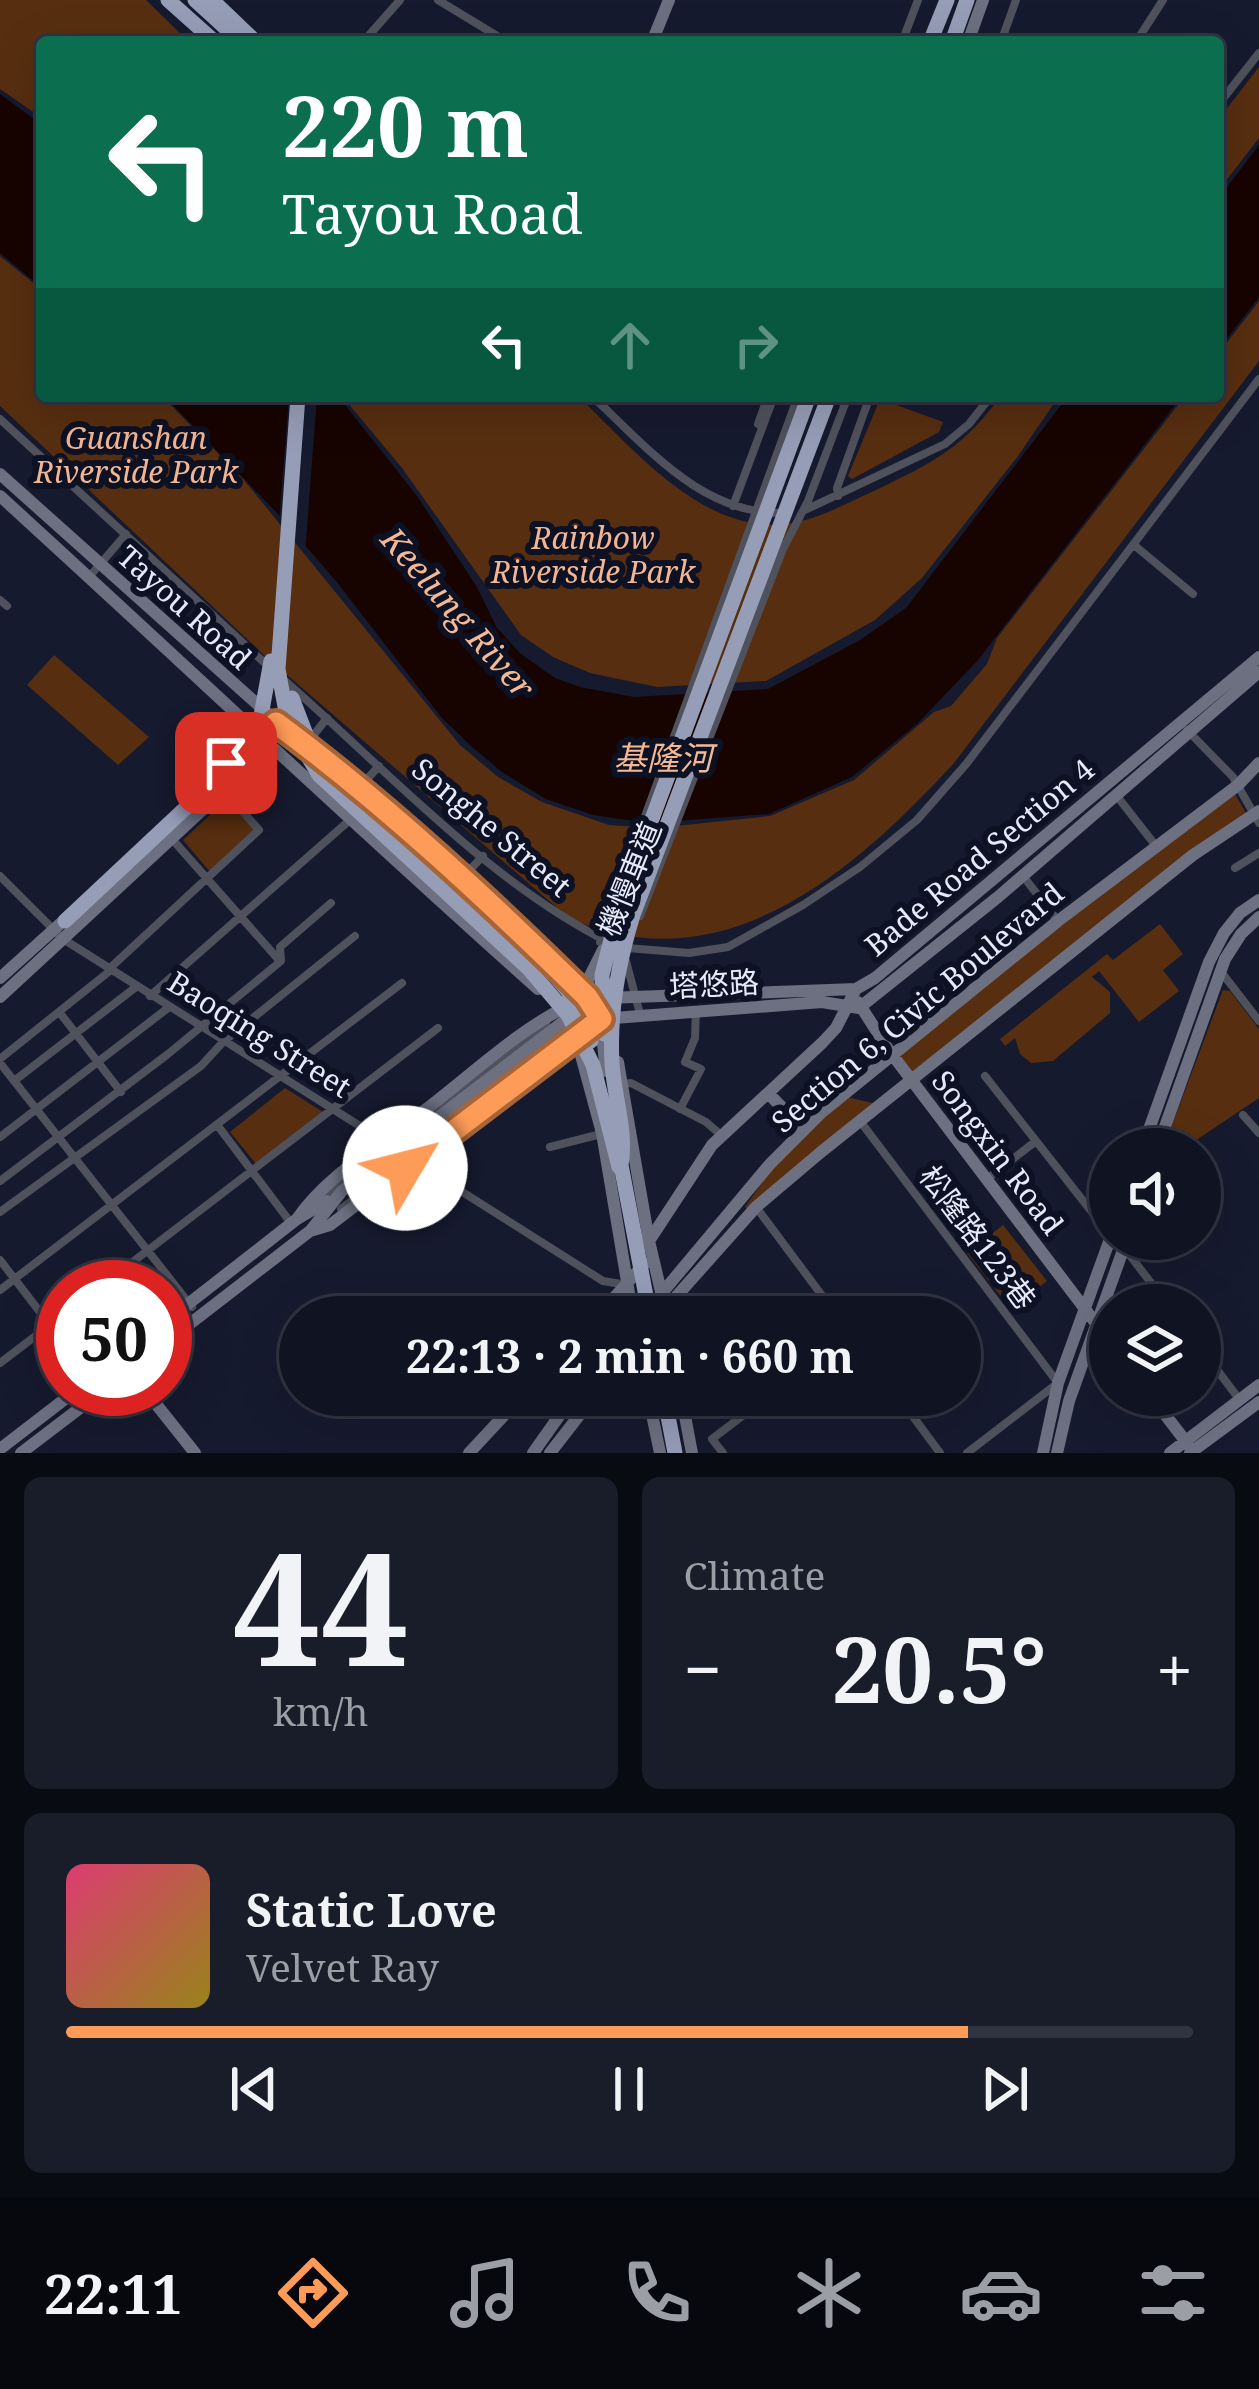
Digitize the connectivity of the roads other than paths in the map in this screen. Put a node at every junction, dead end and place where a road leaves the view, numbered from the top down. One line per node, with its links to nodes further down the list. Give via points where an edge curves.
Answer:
1 (153, 0): 14 (highway)
2 (168, 0): 15 (highway)
3 (181, 0): 16 (highway)
4 (199, 0): 17 (highway)
5 (212, 0): 18 (highway)
6 (400, 0): 19 (street)
7 (438, 0): 20 (street)
8 (669, 0): 21 (main road)
9 (918, 0): 22 (street)
10 (952, 0): 23 (highway)
11 (974, 0): 24 (highway)
12 (1016, 0): 25 (street)
13 (1163, 0): 26 (street)
14 (193, 36)
15 (207, 36)
16 (220, 36)
17 (238, 36)
18 (251, 36)
19 (368, 36)
20 (497, 36)
21 (654, 36)
22 (904, 36)
23 (939, 36)
24 (960, 36)
25 (1003, 36)
26 (1140, 36)
27 (1259, 52): 28 (street)
28 (1224, 96)
29 (1259, 379): 53 (street, Songhe Street)
30 (298, 402): 57 (highway)
31 (308, 402): 64 (highway, via 288,651)
32 (599, 402): 51 (street, via 677,474)
33 (769, 402): 51 (street)
34 (796, 402): 151 (street, 機慢車道, via 578,986 536,1033)
35 (808, 402): 151 (main road, via 588,982 529,1045)
36 (808, 402): 47 (highway)
37 (821, 402): 44 (highway)
38 (823, 402): 151 (main road, via 610,970 580,1008)
39 (823, 402): 48 (highway)
40 (846, 402): 151 (street, 機慢車道, via 613,984 563,1040)
41 (867, 402): 50 (street)
42 (986, 402): 50 (street, via 955,437)
43 (0, 419): 45 (street, Songhe Street)
44 (810, 421): 47 (highway); 48 (highway)
45 (10, 428): 46 (street); 52 (street, Songhe Street)
46 (0, 440)
47 (785, 461): 86 (highway)
48 (800, 471): 86 (highway)
49 (2, 486): 54 (main road, Tayou Road); 55 (main road, Tayou Road)
50 (838, 496): 51 (street, via 783,514)
51 (730, 505)
52 (126, 534): 54 (street); 60 (street, Songhe Street)
53 (1134, 545): 56 (street); 92 (street, Songhe Street, via 958,775 881,850 728,947)
54 (100, 564): 55 (street); 61 (main road, Tayou Road)
55 (88, 578): 63 (main road, Tayou Road)
56 (1193, 594)
57 (280, 624): 90 (highway, via 260,722 239,758); 150 (highway, via 282,701 304,757 568,1015 593,1065)
58 (1259, 658): 62 (main road, Bade Road Section 4)
59 (1259, 672): 62 (main road, Bade Road Section 4)
60 (327, 718): 64 (street); 67 (street, Songhe Street)
61 (280, 726): 63 (main road); 64 (main road, Tayou Road)
62 (1185, 727): 69 (street); 72 (main road, Bade Road Section 4); 99 (main road, Bade Road Section 4)
63 (265, 740): 65 (main road); 68 (main road); 74 (main road, Tayou Road)
64 (306, 741): 70 (main road, Tayou Road); 101 (highway, via 331,777 536,965); 146 (highway, via 568,992 589,1034)
65 (226, 763): 68 (main road); 90 (main road)
66 (1259, 763): 69 (main road, Section 6, Civic Boulevard)
67 (379, 766): 70 (street); 78 (street, Songhe Street)
68 (239, 776): 71 (main road)
69 (1238, 784): 73 (street); 76 (main road, Section 6, Civic Boulevard)
70 (359, 788): 83 (main road, Tayou Road)
71 (224, 790): 75 (main road); 82 (street, via 260,830)
72 (1115, 794): 76 (street); 80 (main road, Bade Road Section 4)
73 (1257, 816): 122 (main road, Section 6, Civic Boulevard, via 1193,855)
74 (351, 819): 87 (street); 106 (main road, Tayou Road)
75 (172, 838): 82 (street); 90 (main road)
76 (1156, 846): 89 (main road, Section 6, Civic Boulevard)
77 (1259, 853): 79 (street)
78 (483, 856): 83 (street); 92 (street, Songhe Street, via 572,926)
79 (1235, 868)
80 (1022, 874): 89 (street); 104 (main road, Bade Road Section 4)
81 (0, 876): 90 (street, Baoqing Street)
82 (208, 878): 87 (street); 94 (street)
83 (461, 879): 101 (main road, Tayou Road)
84 (1259, 900): 134 (main road, via 1224,933 1209,962)
85 (331, 903): 93 (street, via 280,947)
86 (626, 912): 146 (highway, via 611,1026); 150 (highway, via 604,961 600,1007)
87 (242, 916): 93 (street); 100 (street)
88 (1259, 916): 95 (main road)
89 (1058, 921): 117 (main road, Section 6, Civic Boulevard)
90 (65, 925): 94 (street, Baoqing Street); 96 (main road); 102 (main road)
91 (355, 936): 116 (street)
92 (628, 948): 103 (street)
93 (280, 962): 112 (street)
94 (110, 970): 98 (street, Baoqing Street); 108 (street)
95 (1221, 972): 111 (street); 135 (main road)
96 (0, 978)
97 (402, 982): 120 (street)
98 (136, 987): 100 (street, Baoqing Street); 114 (street)
99 (856, 989): 103 (main road, 塔悠路); 104 (main road, Bade Road Section 4)
100 (150, 996): 105 (street, Baoqing Street)
101 (587, 997): 103 (main road, 塔悠路); 106 (main road); 110 (main road, Tayou Road)
102 (0, 998)
103 (635, 998): 109 (street)
104 (854, 1007): 107 (main road, 塔悠路); 117 (main road, Songxin Road); 127 (main road, Bade Road Section 4)
105 (168, 1008): 112 (street, Baoqing Street); 119 (street)
106 (562, 1009): 115 (main road, Tayou Road); 142 (main road)
107 (697, 1010): 109 (main road, 塔悠路); 129 (street, via 685,1062 700,1069)
108 (60, 1013): 114 (street); 118 (street)
109 (640, 1014): 110 (main road, 塔悠路)
110 (601, 1019): 115 (main road, 塔悠路); 124 (main road); 158 (main road, via 636,1236)
111 (1259, 1021)
112 (198, 1026): 116 (street, Baoqing Street); 126 (street)
113 (439, 1028): 130 (street)
114 (76, 1034): 119 (street); 123 (street)
115 (576, 1035): 136 (main road, Tayou Road); 145 (main road, 塔悠路)
116 (223, 1042): 120 (street, Baoqing Street); 144 (street)
117 (892, 1054): 122 (main road, Songxin Road); 125 (main road, Section 6, Civic Boulevard)
118 (0, 1061): 123 (street)
119 (99, 1063): 126 (street); 128 (street)
120 (279, 1076): 130 (street, Baoqing Street); 133 (street)
121 (985, 1076): 141 (street)
122 (911, 1080): 132 (main road, Section 6, Civic Boulevard); 148 (main road, Songxin Road)
123 (14, 1081): 128 (street)
124 (622, 1084): 129 (street); 158 (main road)
125 (850, 1088): 127 (main road, via 799,1122); 170 (main road, Section 6, Civic Boulevard, via 770,1164)
126 (121, 1092): 140 (street)
127 (768, 1093): 138 (main road, Bade Road Section 4)
128 (37, 1109): 139 (street); 140 (street)
129 (680, 1109): 138 (street)
130 (333, 1110): 142 (street, Baoqing Street); 147 (street)
131 (1243, 1115): 137 (street)
132 (859, 1120): 153 (main road, Section 6, Civic Boulevard); 184 (street, 松隆路123巷)
133 (218, 1126): 147 (street); 152 (street)
134 (1150, 1128)
135 (1165, 1128)
136 (602, 1133): 143 (street); 165 (main road, Tayou Road)
137 (1259, 1133)
138 (721, 1135): 158 (main road, Bade Road Section 4)
139 (0, 1137)
140 (58, 1137): 144 (street); 149 (street)
141 (1036, 1141): 148 (street); 154 (street)
142 (384, 1142): 145 (street, Baoqing Street); 156 (main road)
143 (550, 1147)
144 (76, 1160): 152 (street); 155 (street)
145 (414, 1161): 157 (main road, 塔悠路); 165 (street, Baoqing Street, via 598,1278)
146 (622, 1165): 150 (highway, via 634,1230)
147 (250, 1170): 156 (street); 159 (street)
148 (987, 1179): 176 (main road, Songxin Road)
149 (0, 1181)
150 (626, 1187)
151 (336, 1197): 156 (main road); 157 (main road)
152 (112, 1205): 159 (street); 164 (street)
153 (756, 1207): 171 (main road, Section 6, Civic Boulevard); 172 (street)
154 (1089, 1210)
155 (0, 1212)
156 (294, 1221): 173 (main road)
157 (310, 1232): 178 (main road)
158 (651, 1247): 165 (main road, Bade Road Section 4); 169 (main road)
159 (148, 1251): 161 (street); 162 (street)
160 (0, 1260): 164 (street)
161 (136, 1260)
162 (155, 1260)
163 (1102, 1260): 176 (main road)
164 (14, 1279): 166 (street); 174 (street)
165 (627, 1285): 167 (main road, Bade Road Section 4); 168 (main road, Tayou Road)
166 (0, 1290)
167 (617, 1296)
168 (629, 1296)
169 (660, 1296)
170 (673, 1296)
171 (675, 1296)
172 (822, 1296)
173 (192, 1301)
174 (36, 1306)
175 (192, 1307): 178 (street)
176 (1085, 1309): 177 (main road, Songxin Road); 184 (main road)
177 (1089, 1314)
178 (200, 1317): 179 (main road)
179 (192, 1323)
180 (36, 1335): 182 (street)
181 (1089, 1348): 212 (main road)
182 (0, 1363)
183 (1221, 1371): 186 (street)
184 (1058, 1383): 210 (street); 211 (main road)
185 (1259, 1385): 186 (main road)
186 (1249, 1404): 198 (street); 202 (main road)
187 (43, 1416): 201 (main road)
188 (70, 1416): 203 (main road)
189 (166, 1416): 204 (main road)
190 (503, 1416): 205 (main road)
191 (559, 1416): 206 (main road)
192 (579, 1416): 207 (main road)
193 (652, 1416): 200 (main road)
194 (685, 1416): 199 (main road)
195 (742, 1416): 208 (street, via 712,1438)
196 (913, 1416): 209 (street)
197 (1165, 1416): 202 (main road)
198 (1259, 1424)
199 (691, 1446): 200 (main road)
200 (659, 1447)
201 (0, 1449)
202 (1190, 1450): 213 (main road)
203 (21, 1453)
204 (195, 1453)
205 (469, 1453)
206 (532, 1453)
207 (550, 1453)
208 (723, 1453)
209 (940, 1453)
210 (967, 1453)
211 (1043, 1453)
212 (1058, 1453)
213 (1170, 1453)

—————

- WHAT TO PRODUCE:
What is the number of lines in these entries that hold "機慢車道"? Reply with the figure alone.

- TASK ANSWER:
2